[[ Provided data, beginning ]]

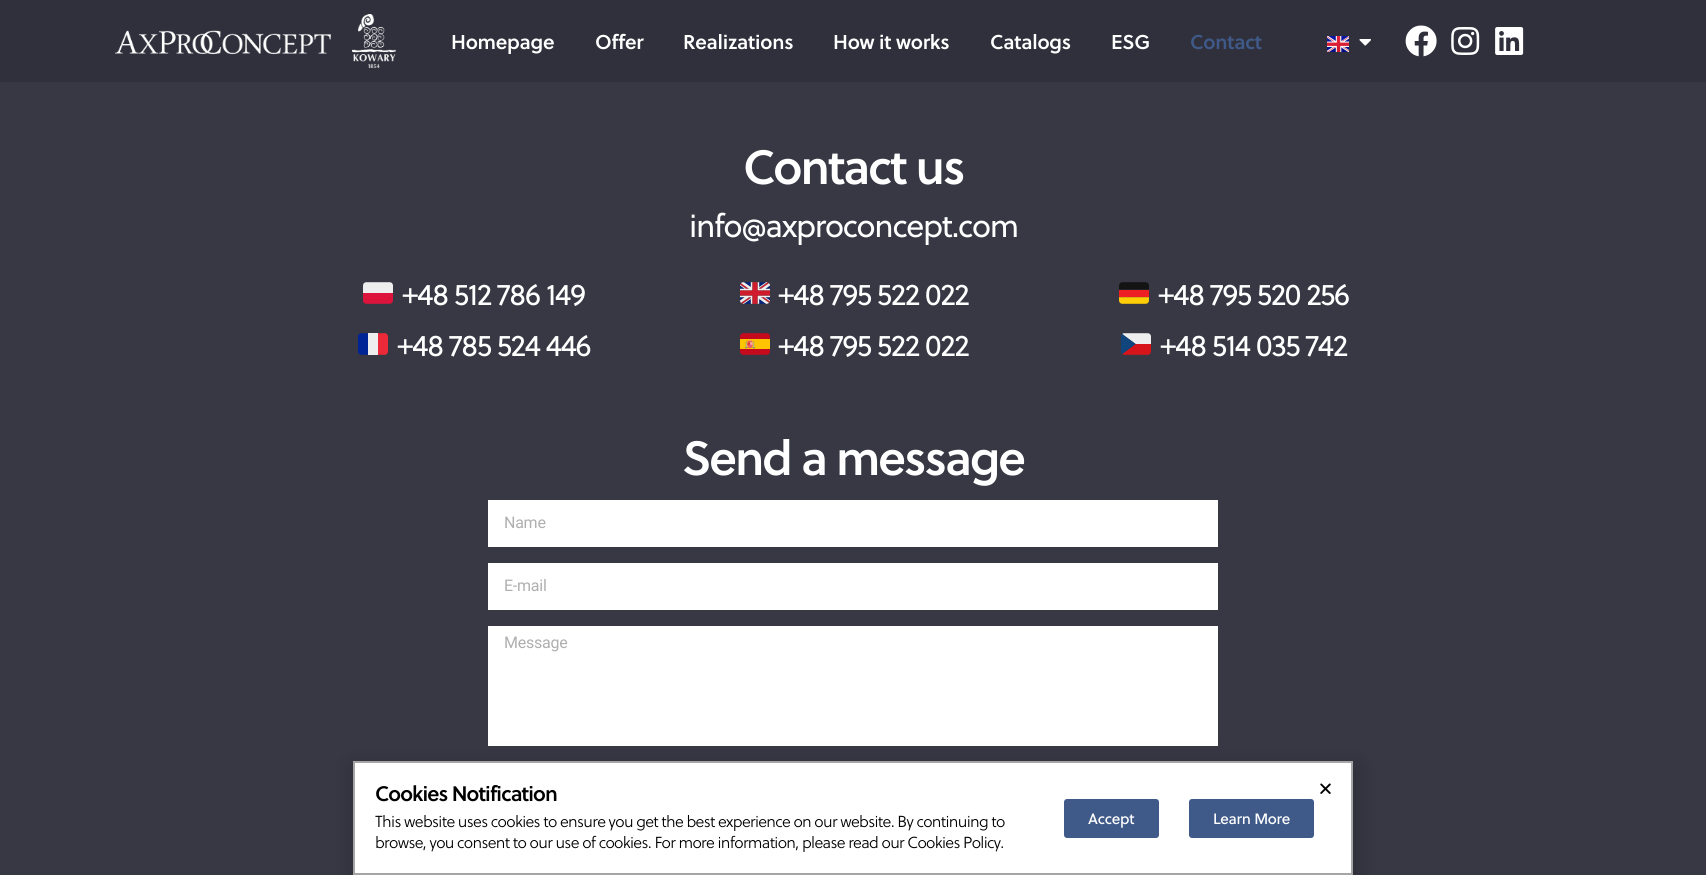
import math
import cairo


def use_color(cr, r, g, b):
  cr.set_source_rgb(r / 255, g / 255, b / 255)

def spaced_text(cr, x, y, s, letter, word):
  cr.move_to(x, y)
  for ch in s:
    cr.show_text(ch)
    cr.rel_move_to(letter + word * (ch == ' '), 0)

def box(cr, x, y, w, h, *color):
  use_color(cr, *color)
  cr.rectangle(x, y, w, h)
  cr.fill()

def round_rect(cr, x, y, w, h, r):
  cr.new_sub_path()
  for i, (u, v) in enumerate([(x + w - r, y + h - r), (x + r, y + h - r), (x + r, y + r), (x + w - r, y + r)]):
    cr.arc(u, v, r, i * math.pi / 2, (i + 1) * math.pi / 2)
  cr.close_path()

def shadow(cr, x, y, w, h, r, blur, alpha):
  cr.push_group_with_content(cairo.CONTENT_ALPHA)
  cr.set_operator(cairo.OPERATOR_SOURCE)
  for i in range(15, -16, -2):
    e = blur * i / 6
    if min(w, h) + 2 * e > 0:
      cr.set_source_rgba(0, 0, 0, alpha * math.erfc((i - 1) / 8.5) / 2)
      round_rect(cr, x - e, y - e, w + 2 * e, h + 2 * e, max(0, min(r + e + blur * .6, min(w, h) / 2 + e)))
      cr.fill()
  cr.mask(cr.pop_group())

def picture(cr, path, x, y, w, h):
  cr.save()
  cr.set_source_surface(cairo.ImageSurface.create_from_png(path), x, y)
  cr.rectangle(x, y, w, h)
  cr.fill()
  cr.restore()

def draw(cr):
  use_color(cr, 55, 56, 68)
  cr.paint()
  box(cr, 0, 0, 1706, 82, 48, 48, 60)
  picture(cr, "img_01.png", 115, 14, 281, 54)
  picture(cr, "img_02.png", 1327, 36, 22, 16)
  picture(cr, "img_03.png", 1359, 39, 12, 7)
  picture(cr, "img_04.png", 1405, 25, 32, 32)
  picture(cr, "img_05.png", 1451, 27, 29, 28)
  picture(cr, "img_06.png", 1495, 27, 29, 28)
  picture(cr, "img_07.png", 363, 282, 30, 22)
  picture(cr, "img_08.png", 740, 282, 30, 22)
  picture(cr, "img_09.png", 1119, 282, 30, 22)
  picture(cr, "img_10.png", 358, 333, 30, 22)
  picture(cr, "img_11.png", 740, 333, 30, 22)
  picture(cr, "img_12.png", 1121, 333, 30, 22)
  box(cr, 488, 500, 730, 47, 255, 255, 255)
  box(cr, 488, 563, 730, 47, 255, 255, 255)
  box(cr, 488, 626, 730, 120, 255, 255, 255)
  use_color(cr, 0, 0, 0)
  shadow(cr, 352, 766, 1006, 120, 0, 11.5, 0.2)
  use_color(cr, 255, 255, 255)
  cr.rectangle(354, 762, 998, 112)
  cr.fill_preserve()
  use_color(cr, 165, 165, 165)
  cr.stroke()
  use_color(cr, 63, 90, 136)
  round_rect(cr, 1064, 799, 95, 39, 3)
  cr.fill()
  round_rect(cr, 1189, 799, 125, 39, 3)
  cr.fill()
  picture(cr, "img_13.png", 1320, 783, 11, 11)
  cr.select_font_face("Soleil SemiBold")
  cr.set_font_size(20)
  use_color(cr, 255, 255, 255)
  spaced_text(cr, 451, 49, "Homepage", -0.25, 0)
  spaced_text(cr, 595, 49, "Offer", -0.25, 0)
  spaced_text(cr, 683, 49, "Realizations", -0.25, 0)
  spaced_text(cr, 833, 49, "How it works", -0.25, 0)
  spaced_text(cr, 990, 49, "Catalogs", -0.25, 0)
  spaced_text(cr, 1111, 49, "ESG", -0.25, 0)
  use_color(cr, 63, 90, 136)
  spaced_text(cr, 1190, 49, "Contact", -0.25, 0)
  cr.set_font_size(48)
  use_color(cr, 255, 255, 255)
  spaced_text(cr, 743, 184, "Contact us", -2, 0)
  cr.select_font_face("Soleil")
  cr.set_font_size(32)
  spaced_text(cr, 689, 237, "info@axproconcept.com", -1.3, 0)
  cr.set_font_size(30)
  spaced_text(cr, 402, 305, "+48 512 786 149", -1.25, 0)
  spaced_text(cr, 778, 305, "+48 795 522 022", -1.25, 0)
  spaced_text(cr, 1158, 305, "+48 795 520 256", -1.25, 0)
  spaced_text(cr, 397, 356, "+48 785 524 446", -1.25, 0)
  spaced_text(cr, 778, 356, "+48 795 522 022", -1.25, 0)
  spaced_text(cr, 1160, 356, "+48 514 035 742", -1.25, 0)
  cr.select_font_face("Soleil SemiBold")
  cr.set_font_size(48)
  spaced_text(cr, 682, 475, "Send a message", -2, 0)
  cr.select_font_face("Roboto")
  cr.set_font_size(16)
  use_color(cr, 175, 175, 175)
  spaced_text(cr, 504, 528, "Name", -0.25, 0)
  spaced_text(cr, 504, 591, "E-mail", -0.25, 0)
  spaced_text(cr, 504, 648, "Message", -0.25, 0)
  cr.select_font_face("Soleil SemiBold")
  cr.set_font_size(21)
  use_color(cr, 0, 0, 0)
  spaced_text(cr, 375, 801, "Cookies Notification", -0.9, 0)
  cr.select_font_face("Soleil Light")
  cr.set_font_size(16)
  spaced_text(cr, 375, 827, "This website uses cookies to ensure you get the best experience on our website. By continuing to", -0.67, 0)
  spaced_text(cr, 375, 848, "browse, you consent to our use of cookies. For more information, please read our Cookies Policy.", -0.67, 0)
  cr.select_font_face("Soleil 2")
  cr.set_font_size(15)
  use_color(cr, 255, 255, 255)
  spaced_text(cr, 1088, 824, "Accept", -0.25, 0)
  spaced_text(cr, 1213, 824, "Learn More", -0.25, 0)


surface = cairo.ImageSurface(cairo.FORMAT_RGB24, 1706, 875)
cr = cairo.Context(surface)
options = cairo.FontOptions()
options.set_hint_metrics(cairo.HINT_METRICS_OFF)
options.set_hint_style(cairo.HINT_STYLE_NONE)
cr.set_font_options(options)
cr.set_miter_limit(4)
draw(cr)
surface.write_to_png("out.png")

[[ Provided data, end ]]

Exactly how many lines in the listing above hold the string "blur"? State the number by itself.

3